## Exercise directions
Pull every line with "list" from the material.

## Provided records
---
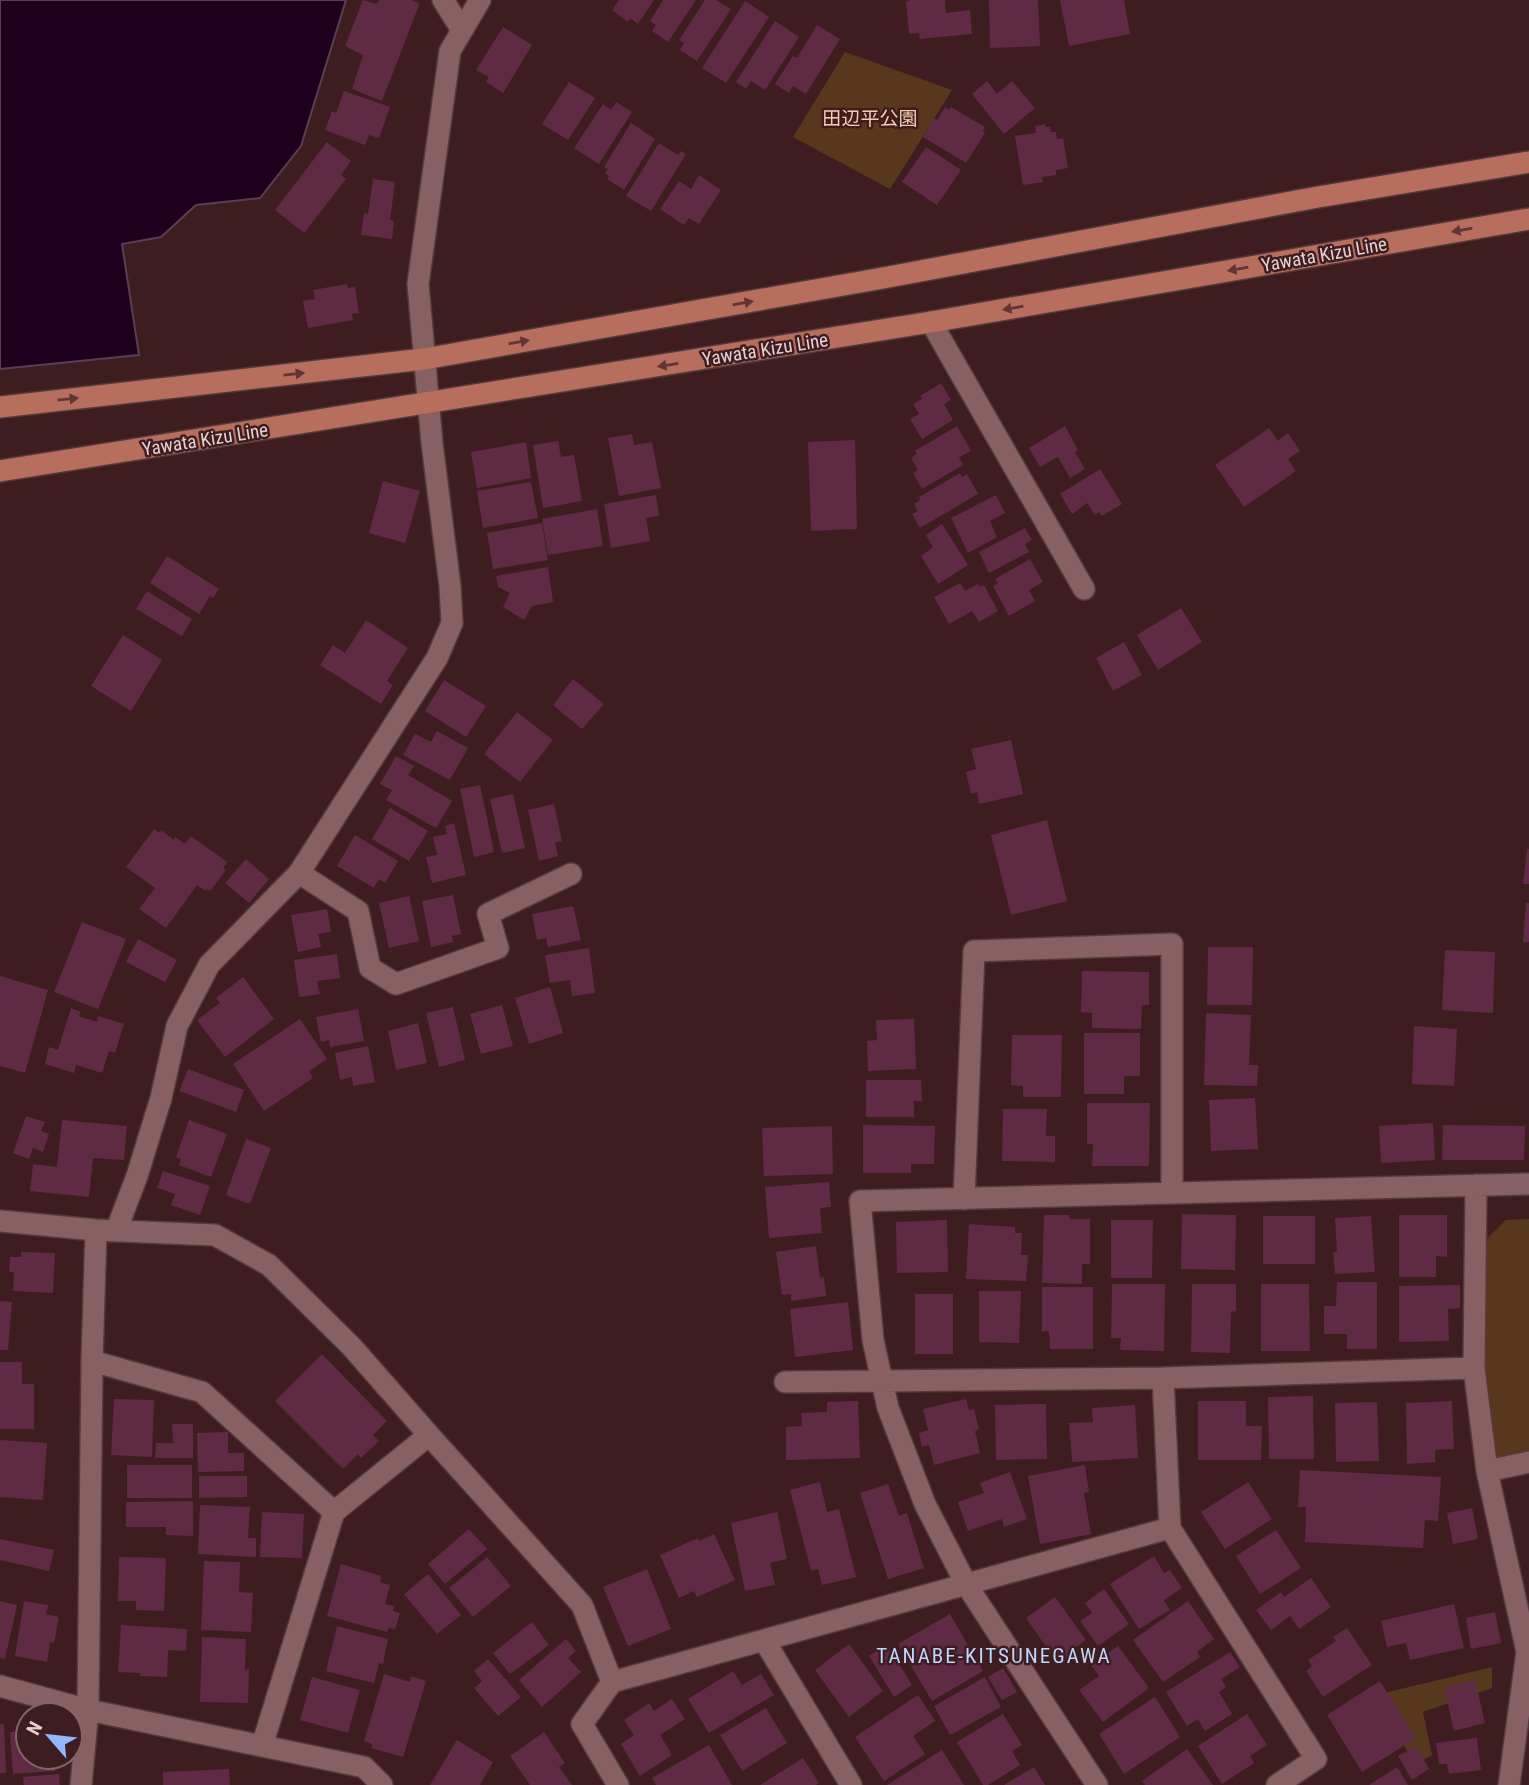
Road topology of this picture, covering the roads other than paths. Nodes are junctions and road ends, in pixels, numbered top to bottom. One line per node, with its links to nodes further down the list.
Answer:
1 (443, 0): 3 (street)
2 (480, 0): 3 (street)
3 (462, 30): 7 (street)
4 (1529, 162): 7 (main road, one-way to 4)
5 (1529, 219): 6 (main road, Yawata Kizu Line, one-way to 6)
6 (931, 322): 8 (main road, Yawata Kizu Line, one-way to 8); 11 (street)
7 (424, 359): 8 (street); 9 (main road, one-way to 7)
8 (428, 404): 10 (main road, Yawata Kizu Line); 12 (street)
9 (0, 407)
10 (0, 471)
11 (1084, 589)
12 (299, 873): 13 (street); 19 (street)
13 (571, 874)
14 (1529, 1184): 15 (street)
15 (1476, 1185): 16 (street); 21 (street)
16 (1172, 1193): 17 (street); 17 (street)
17 (964, 1199): 23 (street)
18 (0, 1221): 19 (street)
19 (106, 1231): 20 (street); 25 (street)
20 (92, 1362): 28 (street); 34 (street)
21 (1474, 1368): 22 (street); 27 (street)
22 (1163, 1378): 23 (street); 29 (street)
23 (883, 1381): 24 (street); 30 (street)
24 (785, 1382)
25 (429, 1435): 28 (street); 32 (street)
26 (1529, 1462): 27 (street)
27 (1487, 1471): 42 (street)
28 (334, 1512): 35 (street)
29 (1170, 1528): 30 (street); 41 (street)
30 (965, 1584): 31 (street); 40 (street)
31 (764, 1640): 32 (street); 39 (street)
32 (612, 1682): 38 (street)
33 (0, 1686): 34 (street)
34 (88, 1710): 35 (street); 36 (street)
35 (262, 1746): 37 (street)
36 (81, 1785)
37 (382, 1785)
38 (618, 1785)
39 (850, 1785)
40 (1097, 1785)
41 (1277, 1785)
42 (1509, 1785)

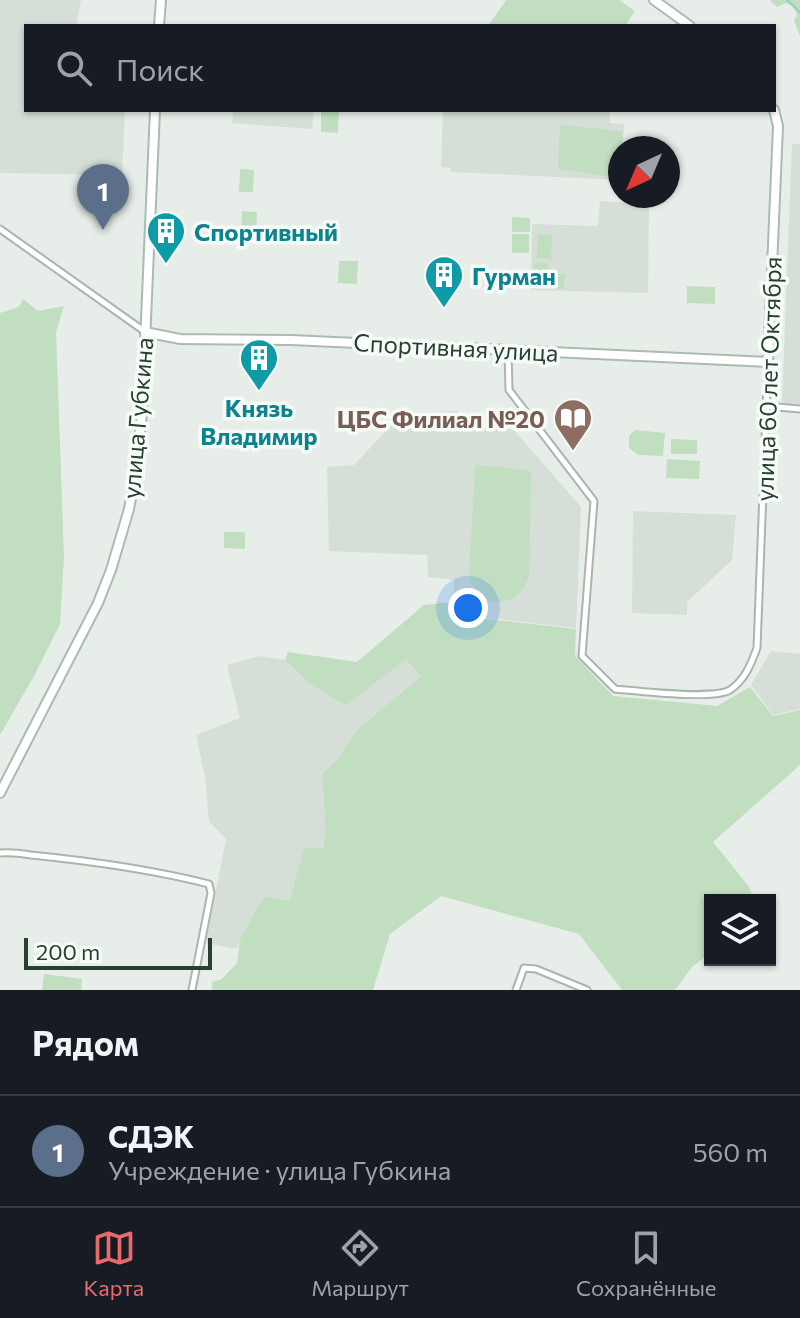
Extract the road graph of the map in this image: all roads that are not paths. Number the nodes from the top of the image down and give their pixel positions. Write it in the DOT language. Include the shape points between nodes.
graph roads {
  1 [pos="161,0"];
  2 [pos="654,0"];
  3 [pos="159,24"];
  4 [pos="687,24"];
  5 [pos="155,112"];
  6 [pos="774,112"];
  7 [pos="0,229"];
  8 [pos="145,332"];
  9 [pos="508,349"];
  10 [pos="768,362"];
  11 [pos="766,406"];
  12 [pos="800,409"];
  13 [pos="0,793"];
  14 [pos="0,853"];
  15 [pos="192,990"];
  16 [pos="516,990"];
  17 [pos="587,990"];
  1 -- 3 [label="street"];
  2 -- 4 [label="street"];
  5 -- 8 [label="street, улица Губкина"];
  6 -- 10 [label="street, улица 60 лет Октября"];
  7 -- 8 [label="street"];
  8 -- 9 [label="street, Спортивная улица" via="180,339"];
  8 -- 13 [label="street, улица Губкина" via="136,471 115,560 87,627"];
  9 -- 10 [label="street, Спортивная улица"];
  9 -- 11 [label="street, улица 60 лет Октября" via="509,390 594,501 582,656 615,689 719,695 750,667 757,648"];
  10 -- 11 [label="street, улица 60 лет Октября"];
  11 -- 12 [label="street"];
  14 -- 15 [label="street" via="47,854 209,884"];
  16 -- 17 [label="street" via="524,968"];
}
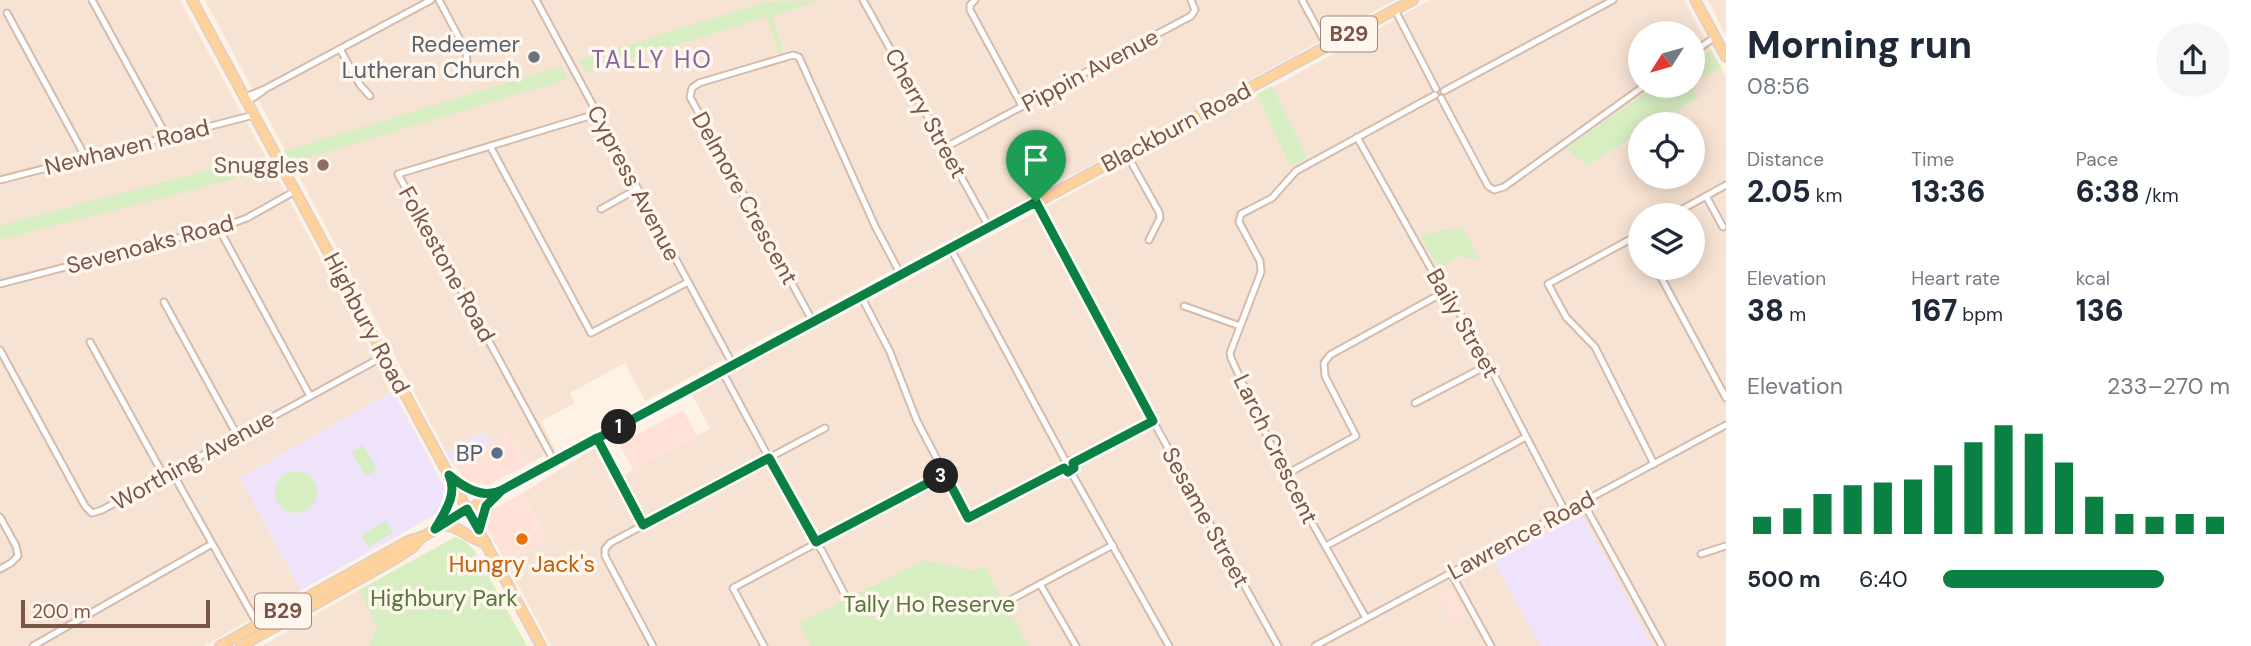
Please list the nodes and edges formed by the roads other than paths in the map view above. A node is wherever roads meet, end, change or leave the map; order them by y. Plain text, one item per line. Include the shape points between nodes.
---
## Answer box
Road topology of this picture, covering the roads other than paths. Nodes are junctions and road ends, in pixels, numbered top to bottom. One line per node, with its links to nodes further down the list.
Please list the nodes and edges formed by the roads other than paths in the map view above. A node is wherever roads meet, end, change or leave the map; order them by y. Plain text, one item per line. Include the shape points between nodes.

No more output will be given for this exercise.